第5回

 翌日、響紀は夜のうちに洗って干した半乾きのハンカチを胸ポケットに突っ込み、いつものように出社した。朝礼を済ませ、各々自身の担当する営業先へ赴いたり、作業服への刺繍やプリントを行う作業場へ納品物を受け取りに向かったりする中、響紀は自身のデスクに向かい、ぼんやりと昨日出会った女性の事や奈央との会話を反芻していた。どうしてここまであんな些細な事で思いを巡らしているのか、それは響紀にも解らない。けれど、その事が気になってどうにも仕事に身が入らなかった。

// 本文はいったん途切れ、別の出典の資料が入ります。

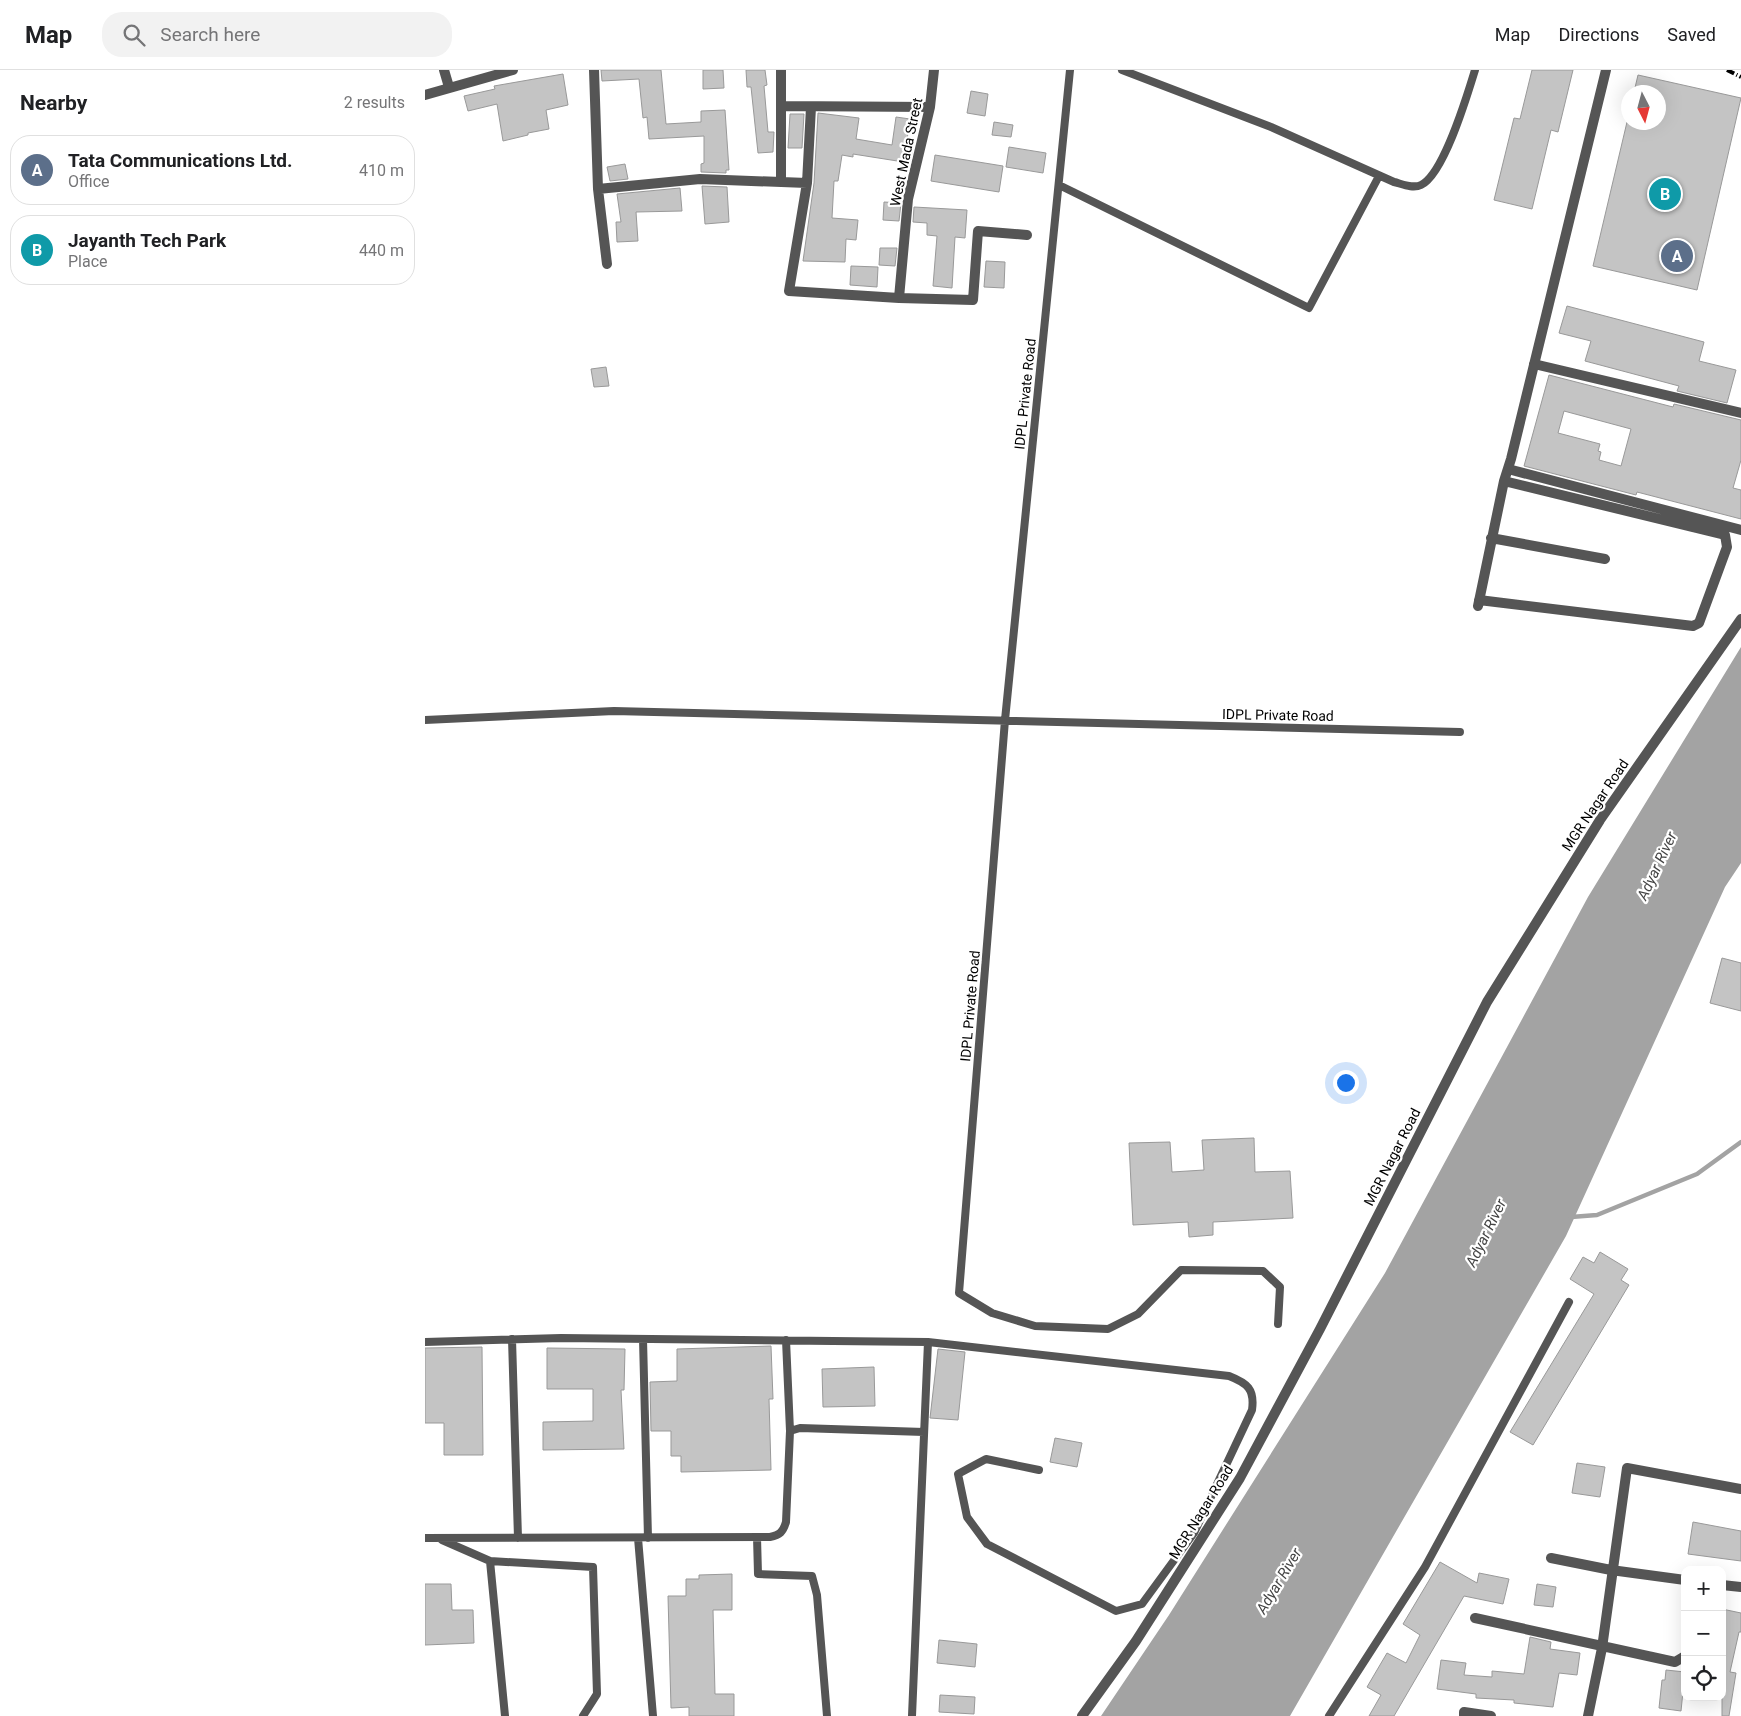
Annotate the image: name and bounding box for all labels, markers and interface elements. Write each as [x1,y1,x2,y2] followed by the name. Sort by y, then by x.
[102,12,452,57] search box
[25,21,72,49] text: Map
[120,21,148,49] icon: search
[160,23,260,46] text: Search here
[1495,24,1530,45] text: Map
[1558,24,1639,45] text: Directions
[1667,24,1716,45] text: Saved
[1621,85,1666,130] north arrow
[20,91,87,115] text: Nearby
[344,93,405,112] text: 2 results
[887,96,925,208] street label: West Mada Street
[68,149,293,172] text: Tata Communications Ltd.
[32,161,42,180] text: A
[359,161,404,180] text: 410 m
[68,172,110,191] text: Office
[1649,175,1681,213] pin: B
[68,229,226,252] text: Jayanth Tech Park
[1661,237,1693,275] pin: A
[32,241,42,260] text: B
[359,241,404,260] text: 440 m
[68,252,108,271] text: Place
[1011,338,1039,450] street label: IDPL Private Road
[1222,706,1334,724] street label: IDPL Private Road
[1558,756,1632,854] street label: MGR Nagar Road
[1633,828,1681,904] water label: Adyar River
[957,950,983,1062] street label: IDPL Private Road
[1333,1070,1359,1096] your location
[1361,1106,1423,1208] street label: MGR Nagar Road
[1461,1195,1511,1271] water label: Adyar River
[1166,1462,1236,1562] street label: MGR Nagar Road
[1252,1544,1306,1618] water label: Adyar River
[1681,1566,1726,1701] map controls
[1681,1566,1726,1611] button: +
[1681,1611,1726,1656] button: −
[1681,1656,1726,1701] button: locate

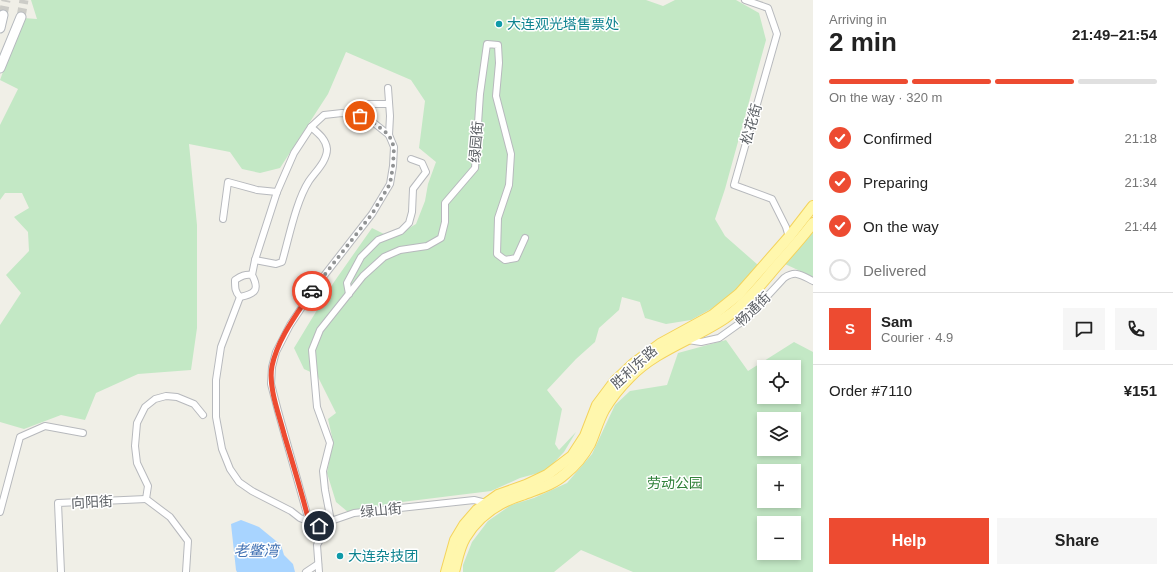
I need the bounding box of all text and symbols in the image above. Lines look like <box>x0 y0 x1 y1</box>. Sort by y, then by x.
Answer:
text: Arriving in <box>829 12 887 27</box>
place label: 大连观光塔售票处 <box>507 16 619 32</box>
marker: 大连观光塔售票处 <box>494 19 504 29</box>
text: 21:49–21:54 <box>1072 26 1157 43</box>
text: 2 min <box>829 27 897 57</box>
text: On the way · 320 m <box>829 90 942 105</box>
pin <box>343 99 377 133</box>
street label: 松花街 <box>738 102 764 146</box>
icon: bag <box>349 105 371 127</box>
street label: 绿园街 <box>466 120 486 164</box>
icon: check <box>829 127 851 149</box>
text: Confirmed <box>863 130 932 147</box>
text: 21:18 <box>1124 131 1157 146</box>
icon: check <box>829 171 851 193</box>
text: Preparing <box>863 174 928 191</box>
text: 21:34 <box>1124 175 1157 190</box>
icon: check <box>829 215 851 237</box>
text: On the way <box>863 218 939 235</box>
text: 21:44 <box>1124 219 1157 234</box>
text: Delivered <box>863 262 926 279</box>
courier <box>292 271 332 311</box>
icon: car <box>301 280 323 302</box>
street label: 畅通街 <box>732 289 774 329</box>
button: chat <box>1063 308 1105 350</box>
button: phone <box>1115 308 1157 350</box>
text: Sam <box>881 313 913 330</box>
text: S <box>845 320 855 337</box>
text: Courier · 4.9 <box>881 330 953 345</box>
street label: 胜利东路 <box>608 342 660 392</box>
map controls <box>757 360 801 560</box>
button: locate <box>757 360 801 404</box>
text: Order #7110 <box>829 382 912 399</box>
text: ¥151 <box>1124 382 1157 399</box>
button: layers <box>757 412 801 456</box>
button: + <box>757 464 801 508</box>
park label: 劳动公园 <box>647 475 703 491</box>
street label: 向阳街 <box>71 493 113 511</box>
street label: 绿山街 <box>359 500 403 520</box>
pin <box>302 509 336 543</box>
icon: home <box>308 515 330 537</box>
button: − <box>757 516 801 560</box>
button: Help <box>829 518 989 564</box>
button: Share <box>997 518 1157 564</box>
water label: 老鳖湾 <box>233 542 281 559</box>
place label: 大连杂技团 <box>348 548 418 564</box>
marker: 大连杂技团 <box>335 551 345 561</box>

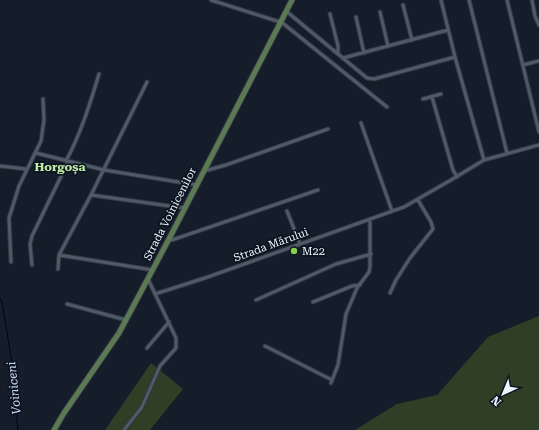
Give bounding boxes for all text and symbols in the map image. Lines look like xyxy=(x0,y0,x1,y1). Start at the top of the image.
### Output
district label: Horgoșa xyxy=(34,160,86,175)
street label: Strada Voinicenilor xyxy=(141,165,199,263)
street label: Strada Mărului xyxy=(232,225,311,265)
place label: M22 xyxy=(302,245,325,258)
marker: M22 xyxy=(289,246,299,256)
water label: Voiniceni xyxy=(4,361,24,415)
north arrow xyxy=(483,374,523,414)
text: N xyxy=(488,393,504,408)

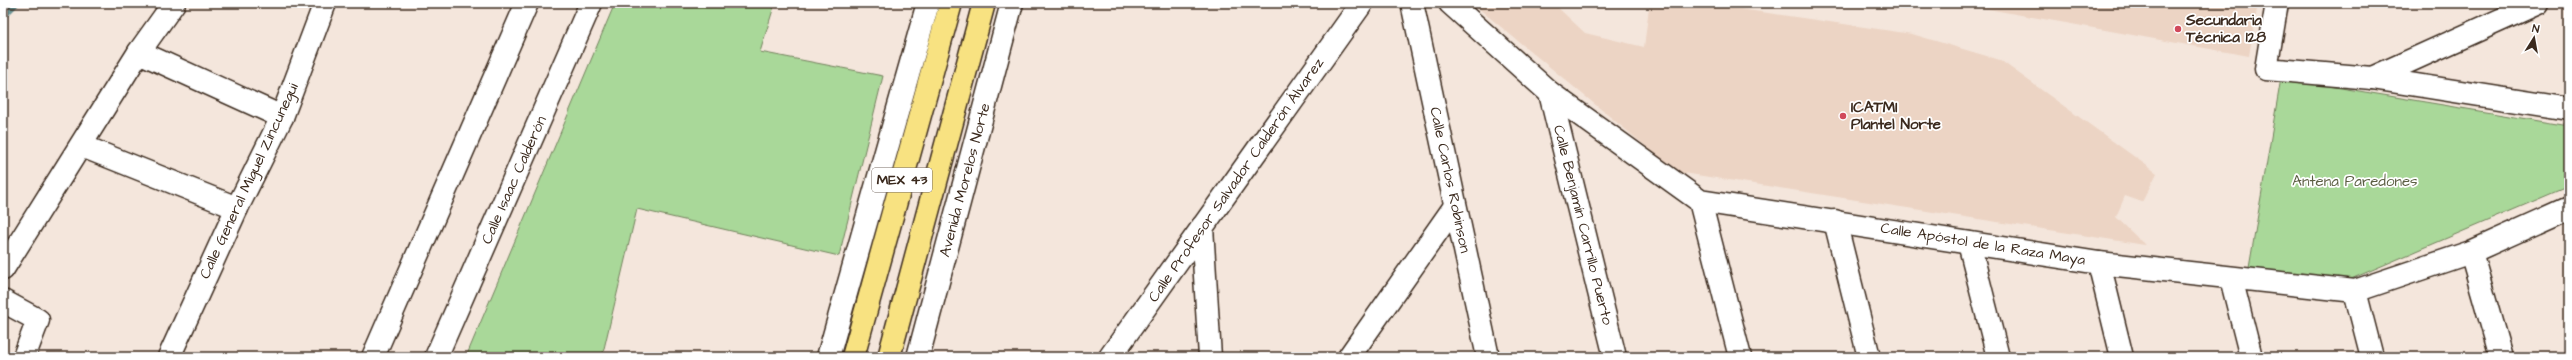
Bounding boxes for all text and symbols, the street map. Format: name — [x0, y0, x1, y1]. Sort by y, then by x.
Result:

 デスク上のパソコンに連なる取引先の納品物一覧を眺めながら、それでも何とか今日一日の仕事内容を確認する。昨日営業へ行った工務店へ空調服の追加納品、先日退社した奴が担当していた地域への挨拶回り、それと……


 響紀は一通りの確認を済ませると、メーカーから届いた品の中から工務店に注文された空調服を抜き取り、それらを改めて箱に詰め直して社用車へと積み込んだ。運転席に乗り込み、ふと助手席に目を向けて……一瞬、どきりとした。


 昨日女性が腰を下ろしていた正にその場所に、一本の長い髪の毛が落ちていたのである。それはまるで、つい今しがた抜け落ちたかのように艶やかで。


 響紀はそっとその髪を掴み上げ、けれどどうしたものか逡巡した。このまま足元にでも捨ててしまえばいい。それだけの事だ。けれど響紀にはどうしてもそれが出来なかった。何故かは解らない。まるで魅せられたように、その美しい一本の髪の毛から眼を逸らすことができなかったのだ。


 この髪は確かに昨日、女性がここに腰を下ろしていたという動かぬ証拠だ。それが響紀に何とも言い難い安心感を与えた。奈央が言っていたような子供ではなく、確かな大人の女性がここに腰を下ろしていたのだ。その女性は間違いなく、あの廃墟のような家に住んでいて、また俺に会うのを楽しみにしている。思い上がりかもしれないけれど、そんな気がしてならなかった。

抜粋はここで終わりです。